O grande problema reside no facto de que, mesmo com um robusto direito à explicação, persiste uma lacuna processual crítica após o abandono da Proposta da Diretiva da Responsabilidade da IA. Esta Proposta tinha o mérito de prever mecanismos de divulgação de meios de prova e presunções de causalidade, ferramentas indispensáveis para que a vítima de discriminação algorítmica conseguisse, efetivamente, inverter o ónus da prova. Sem estes instrumentos ex post, a vítima permanece numa posição de fragilidade: o Regulamento da IA oferece a via da transparência ex ante, mas o ordenamento jurídico continua órfão de mecanismos processuais eficazes para forçar a produção de prova em litígios marcados pela opacidade dos algoritmos.

O futuro da tutela jurídica

A automatização de processos decisórios não erradica, por si só, os enviesamentos estruturais da sociedade. Pelo contrário, corre o risco de os tornar invisíveis sob uma ilusão de neutralidade e imparcialidade técnica. Sem um enquadramento jurídico que forneça ferramentas probatórias eficazes para o cidadão no paradigma digital, a promessa de uma Inteligência Artificial justa transformar-se-á, inevitavelmente, num mecanismo de perpetuação de desigualdades históricas.

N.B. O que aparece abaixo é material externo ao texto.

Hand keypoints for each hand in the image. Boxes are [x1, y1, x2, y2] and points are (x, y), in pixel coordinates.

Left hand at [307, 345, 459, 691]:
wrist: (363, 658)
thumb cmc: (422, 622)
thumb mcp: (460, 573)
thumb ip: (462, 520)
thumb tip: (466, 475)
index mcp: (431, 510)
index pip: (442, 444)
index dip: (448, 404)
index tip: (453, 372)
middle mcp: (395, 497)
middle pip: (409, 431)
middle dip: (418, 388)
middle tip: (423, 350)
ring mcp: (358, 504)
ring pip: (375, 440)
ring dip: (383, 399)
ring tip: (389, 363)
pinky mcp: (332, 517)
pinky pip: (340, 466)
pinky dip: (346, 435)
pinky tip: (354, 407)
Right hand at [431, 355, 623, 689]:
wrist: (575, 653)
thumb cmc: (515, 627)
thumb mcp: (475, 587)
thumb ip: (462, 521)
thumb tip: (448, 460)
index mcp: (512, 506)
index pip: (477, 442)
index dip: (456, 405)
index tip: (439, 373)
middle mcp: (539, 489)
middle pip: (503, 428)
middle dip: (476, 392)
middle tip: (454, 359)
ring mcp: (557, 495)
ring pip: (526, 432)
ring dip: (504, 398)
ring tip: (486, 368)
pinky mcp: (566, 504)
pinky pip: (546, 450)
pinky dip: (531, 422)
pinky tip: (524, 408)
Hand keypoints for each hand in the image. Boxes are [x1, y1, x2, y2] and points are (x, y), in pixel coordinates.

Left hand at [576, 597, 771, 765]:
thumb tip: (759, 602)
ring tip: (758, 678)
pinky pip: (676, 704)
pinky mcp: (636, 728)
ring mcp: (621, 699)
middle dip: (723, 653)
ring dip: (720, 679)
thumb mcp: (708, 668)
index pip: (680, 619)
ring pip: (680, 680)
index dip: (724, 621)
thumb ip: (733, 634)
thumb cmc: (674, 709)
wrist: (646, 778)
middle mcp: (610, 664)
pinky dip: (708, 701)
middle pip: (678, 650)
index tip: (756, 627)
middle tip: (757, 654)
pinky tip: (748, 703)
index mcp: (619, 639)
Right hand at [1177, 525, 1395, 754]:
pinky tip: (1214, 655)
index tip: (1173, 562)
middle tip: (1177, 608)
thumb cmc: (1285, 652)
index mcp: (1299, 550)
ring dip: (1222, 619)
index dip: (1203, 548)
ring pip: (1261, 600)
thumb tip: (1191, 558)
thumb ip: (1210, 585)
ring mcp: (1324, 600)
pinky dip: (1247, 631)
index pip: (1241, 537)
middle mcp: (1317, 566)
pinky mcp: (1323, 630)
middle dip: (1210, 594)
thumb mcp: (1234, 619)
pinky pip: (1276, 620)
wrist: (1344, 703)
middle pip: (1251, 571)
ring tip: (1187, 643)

A salvaguarda dos direitos fundamentais num cenário de crescente automatização dependerá, portanto, da nossa capacidade de exigir dos algoritmos o mesmo escrutínio e responsabilidade que exigimos das decisões humanas. É este o debate central que abordo e aprofundo na minha obra, “O Problema do Ónus da Prova diante dos Vieses da Inteligência Artificial. Uma Análise à Luz das Diretivas Antidiscriminatórias Europeias”, um contributo que procura fornecer as respostas necessárias para que o Direito da União Europeia assegure uma tutela jurisdicional efetiva na era dos algoritmos.